Most of us working in higher education these days understand that many incoming students have never known a world without technology that is centered around them as individuals. They are accustomed to using technology in all aspects of their lives and expect an intuitive, easy, and efficient consumer-grade experience. For some institutions, including the University of Arizona, the student digital experience leaves something to be desired—or at least it did five years ago. In 2018, after being at the university for just six months, I was asked to participate in the University of Arizona's strategic planning process and partnered with leaders in Academic and Student Affairs to craft a proposal I called Personal, Digital U. This proposal included the collective ideas of these leaders (with their permission) and expanded on those ideas to envision a holistic, unified digital experience that would make it easier for students to navigate a large, complex, highly decentralized R1 university. The proposal grew into a larger enterprise constituent relationship management (CRM) initiative, focused on the student experience, that received buy-in from university leaders and kicked-off in January 2019. In the four and a half years since, the university has transformed and unified the student digital experience. Six key strategies supported this work, and our teams learned many lessons along the way.

Strategy #1: Establish visible leadership to enable technology for the academic mission.

The role that I was hired for in November 2017, Executive Director of Student & Academic Technologies, was created to enable this strategy. Prior to my arrival, University Information Technology Services (UITS) leadership reorganized the IT organization to create executive-level positions that were clearly aligned to the organizational structures of our functional business partners. The goal was to make it easy for executive leaders outside IT to know whom to partner with to advance strategic initiatives and make IT easy to navigate. Prior to this restructuring, UITS was organized around technologies, not business outcomes. Our registrar, bursar, and others knew whom to work with for operational efforts, but it was challenging for anyone to understand how to move large, transformative efforts forward. Complex technology initiatives need a leader to facilitate decision-making and build a unified vision that the institutional community of contributors can collectively drive toward. That leader need not be in IT but must understand technology and be able to activate the necessary IT talent to deliver on that vision—and delivering on that vision needs to be that leader's number one job, not something that is done on the margin.

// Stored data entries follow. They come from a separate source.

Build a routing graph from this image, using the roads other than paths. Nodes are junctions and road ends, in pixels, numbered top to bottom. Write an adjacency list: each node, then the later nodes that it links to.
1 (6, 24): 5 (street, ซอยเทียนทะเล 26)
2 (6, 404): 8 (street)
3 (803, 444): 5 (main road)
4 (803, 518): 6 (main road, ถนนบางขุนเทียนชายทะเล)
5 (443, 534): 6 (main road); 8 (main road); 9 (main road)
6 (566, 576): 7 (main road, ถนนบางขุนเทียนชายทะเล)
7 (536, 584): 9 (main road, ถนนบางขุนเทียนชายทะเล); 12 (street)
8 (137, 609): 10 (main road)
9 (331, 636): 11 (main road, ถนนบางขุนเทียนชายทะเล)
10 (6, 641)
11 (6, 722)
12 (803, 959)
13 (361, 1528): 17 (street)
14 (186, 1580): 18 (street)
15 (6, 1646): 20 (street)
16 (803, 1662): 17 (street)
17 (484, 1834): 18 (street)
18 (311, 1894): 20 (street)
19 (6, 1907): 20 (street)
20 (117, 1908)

Strategy #2: Find the gaps by bringing the student voice to the center.

In the summer of 2018, my teams and I began facilitating collaborative discovery efforts centered around understanding the university experience through the lens of the students. Over the course of the next few years, we conducted first-year student experience journey-mapping sessions, empathy mapping, surveys, short campus intercept polling, and design studios (table 1 provides descriptions of these methods). All of this work was done in collaboration with partners in student services and academic units. Among our goals was to create shared awareness of how students experience the university and where they experience significant barriers.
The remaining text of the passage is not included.